Ebbert's farm land is located on sloping hills so there is a natural defense against pooling water.
For those with flat land, they have to rely on well-planned drainage systems or other methods to keep their crops from becoming submerged under standing water.
Danny Swan of Black Swan Organics in Wheeling has been able to beat the heavy rains, despite a relatively flat crop field, by utilizing a natural method.
"My field have not suffered in all the rain, primarily because I heavily mulch all of my crops," Swan said.
Swan noted that, for the average gardener, many daily maintenance tasks require walking, kneeling, sitting and even crawling around amongst the plants.
That can be a nightmare in the muddy, swamp-like environment of your average garden after a prolonged period of rain.

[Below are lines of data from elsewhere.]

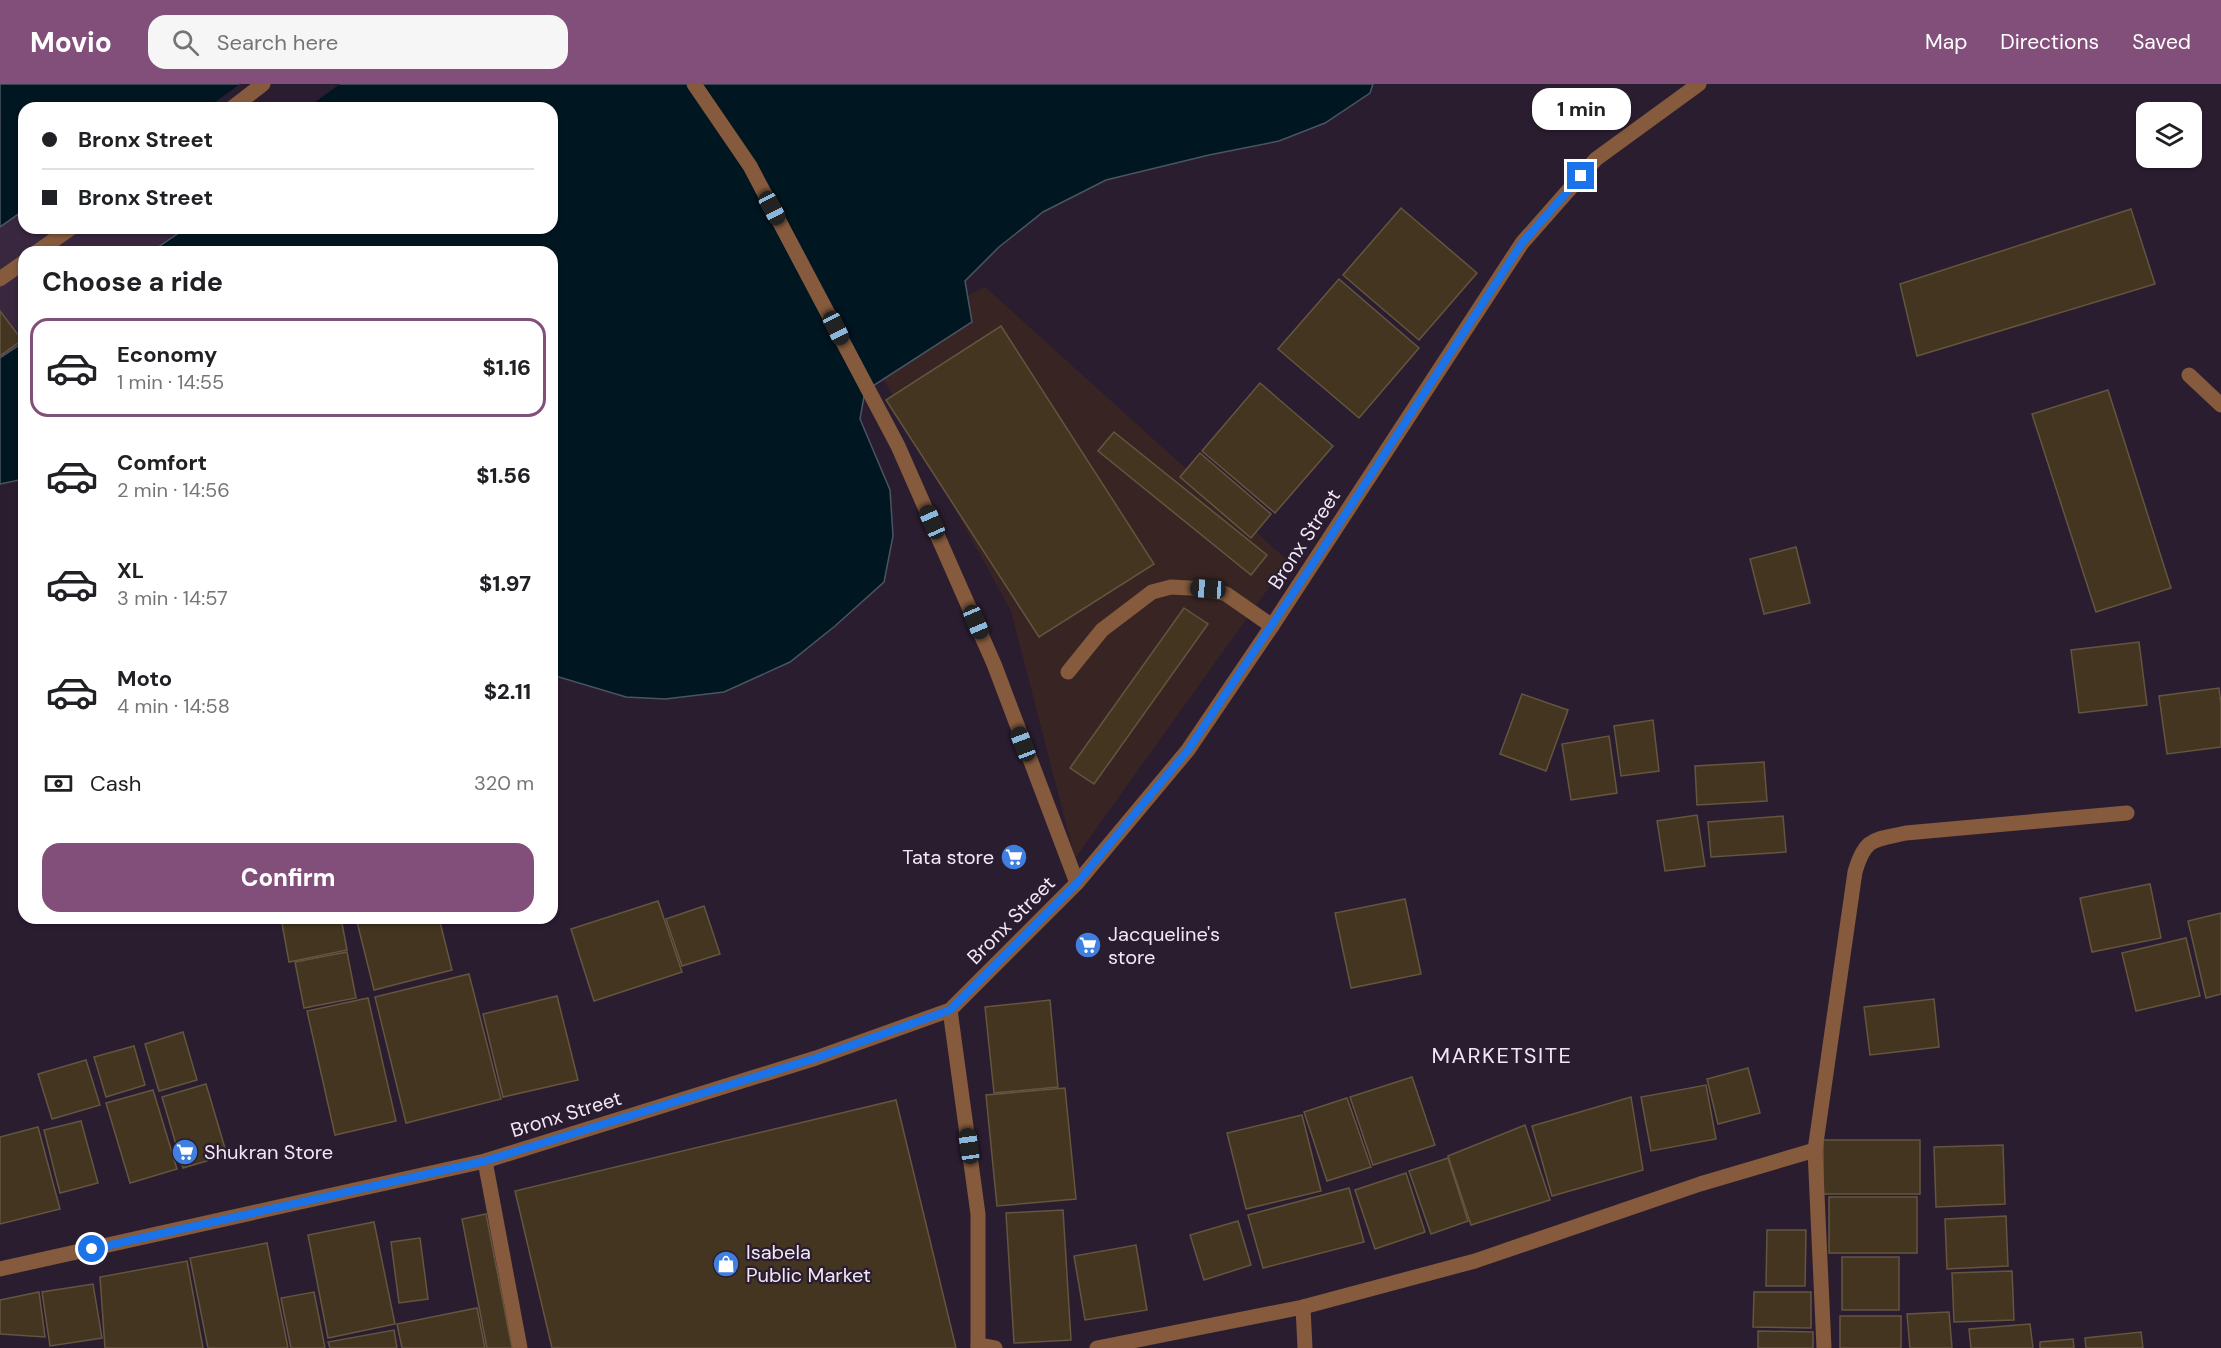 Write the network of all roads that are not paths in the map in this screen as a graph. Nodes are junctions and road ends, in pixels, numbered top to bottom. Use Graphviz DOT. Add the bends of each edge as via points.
graph roads {
  1 [pos="263,84"];
  2 [pos="694,84"];
  3 [pos="1699,84"];
  4 [pos="240,102"];
  5 [pos="62,234"];
  6 [pos="46,246"];
  7 [pos="18,266"];
  8 [pos="0,279"];
  9 [pos="2189,375"];
  10 [pos="2221,405"];
  11 [pos="1272,626"];
  12 [pos="1068,672"];
  13 [pos="2127,813"];
  14 [pos="1077,883"];
  15 [pos="950,1010"];
  16 [pos="1815,1150"];
  17 [pos="485,1161"];
  18 [pos="0,1269"];
  19 [pos="1303,1307"];
  20 [pos="978,1347"];
  21 [pos="520,1348"];
  22 [pos="995,1348"];
  23 [pos="1096,1348"];
  24 [pos="1305,1348"];
  25 [pos="1824,1348"];
  1 -- 4 [label="street"];
  2 -- 14 [label="street" via="750,166 898,446 994,664"];
  3 -- 11 [label="street, Bronx Street" via="1596,159 1522,243"];
  5 -- 6 [label="street"];
  7 -- 8 [label="street"];
  9 -- 10 [label="street"];
  11 -- 12 [label="street" via="1226,594 1171,587 1152,592 1102,630"];
  11 -- 14 [label="street, Bronx Street" via="1188,750"];
  13 -- 16 [label="street" via="1906,833 1870,841 1855,872"];
  14 -- 15 [label="street, Bronx Street"];
  15 -- 17 [label="street, Bronx Street" via="816,1058"];
  15 -- 20 [label="street" via="978,1214"];
  16 -- 19 [label="street" via="1700,1184 1475,1261"];
  16 -- 25 [label="street"];
  17 -- 18 [label="street, Bronx Street"];
  17 -- 21 [label="street"];
  19 -- 23 [label="street"];
  19 -- 24 [label="street"];
  20 -- 22 [label="street"];
}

That same foot traffic can destroy soil structure, especially with the area's upland clay soils.
"I am doing my garden tasks on a soft, spongy layer of leaves, straw, wood chips and whichever material I had access to at the time of planting," Swan said.
"With all that in my favor, this monsoon-summer has been my best growing season yet."
The wet weather also seems to be benefiting the local farmers markets, both for the vendors and the customers buying up all the fresh, locally grown produce.
"We've definitely seen more overall and better yield for each vendor this year compared to last," said Jane Jarrett from the Barnesville Farmers' Market.
That's the joy and also the bane for farmers. They are at the mercy of the weather and must constantly update and manage their fields in relation to what is going on with the conditions.